For those who want to make a difference: Donate – and encourage your loved ones to donate – to LGBTQ organizations. Locally you can support groups such as Wyoming Equality, the Matthew Shepard Foundation and the Wyoming GSA Network, and nationally you can support The Trevor Project, The National Center for Transgender Equality,The Gill Foundation and many more. For more nonprofit information, visit the resources page at www.wyomingequality.org.
After Wyoming Equality canceled Rendezvous 2020, the group’s annual five-day gay campout in the Medicine Bow National Forest, Executive Director Sara Burlingame said her team was grappling with the question of how they could create a replacement celebration for Pride Month.
“Our conversation was really frustrating around what can we do that’s not just virtual,” she said. “Most of us are wearing really thin between everything online and it didn’t feel like our community was really hungry for another thing to do online, but also we want to be respectful of our most vulnerable people.”
That’s where bingo comes in. The nonprofit created a bingo card with squares detailing different Pride Month activities that can be done while following social distancing guidelines. If you get four in a row, you’ve got bingo and the organization will send you a pair of Wyoming Equality sunglasses. Activities are meant to engage participants with the local community and include everything from “write a queer person a card and let them know they’re valued” to “read a book about LGBTQ pioneers.”

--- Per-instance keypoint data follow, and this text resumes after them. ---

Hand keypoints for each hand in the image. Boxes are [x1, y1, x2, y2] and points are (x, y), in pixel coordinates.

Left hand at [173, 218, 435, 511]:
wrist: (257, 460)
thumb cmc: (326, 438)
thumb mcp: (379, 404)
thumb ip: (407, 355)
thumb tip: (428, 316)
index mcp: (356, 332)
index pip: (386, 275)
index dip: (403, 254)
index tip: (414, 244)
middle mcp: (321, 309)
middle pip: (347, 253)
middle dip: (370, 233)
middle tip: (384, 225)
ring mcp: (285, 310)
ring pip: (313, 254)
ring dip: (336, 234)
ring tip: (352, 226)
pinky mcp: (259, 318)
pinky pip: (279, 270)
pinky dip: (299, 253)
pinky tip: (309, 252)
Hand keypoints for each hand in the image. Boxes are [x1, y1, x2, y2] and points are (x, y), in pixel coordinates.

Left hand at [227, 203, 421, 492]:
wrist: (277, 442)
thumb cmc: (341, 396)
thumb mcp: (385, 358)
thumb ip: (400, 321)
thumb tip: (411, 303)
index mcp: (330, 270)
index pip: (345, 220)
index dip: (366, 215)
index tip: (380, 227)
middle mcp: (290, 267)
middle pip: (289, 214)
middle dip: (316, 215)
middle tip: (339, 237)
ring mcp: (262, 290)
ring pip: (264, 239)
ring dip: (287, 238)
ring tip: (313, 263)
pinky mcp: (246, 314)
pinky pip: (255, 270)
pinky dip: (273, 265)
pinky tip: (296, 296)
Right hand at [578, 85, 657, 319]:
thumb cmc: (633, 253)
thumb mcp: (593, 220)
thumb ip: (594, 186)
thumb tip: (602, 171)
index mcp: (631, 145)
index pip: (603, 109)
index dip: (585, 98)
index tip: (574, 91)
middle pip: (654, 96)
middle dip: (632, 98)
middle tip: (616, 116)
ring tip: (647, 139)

Although she knows Rendezvous will be greatly missed this year, she hopes people use this as a reminder to get back to what Pride is all about: celebrating a community that has long been told they don’t belong.
“Pride started as a riot led by black and trans folks,” Burlingame said. “So reaching out to NAACP, Juntos or another black-led organization will get you a square.”
Besides, LGBTQ Wyomingites are used to having to find their own way to do things.
“At Wyoming Equality we believe really strongly that lesbian, gay, bisexual, trans two-spirit and queer Wyomingites are extraordinarily resilient, and you have to be in the Equality State,” she added. “We have a long long history in Wyoming of celebrating Pride in a way that isn’t like how other people celebrate it … and necessity being the mother of invention, we’ve always found a way to get together.”
Update: Since the publication of this story, Laramie PrideFest has also announced its Let’s Make a Scene alternative parade.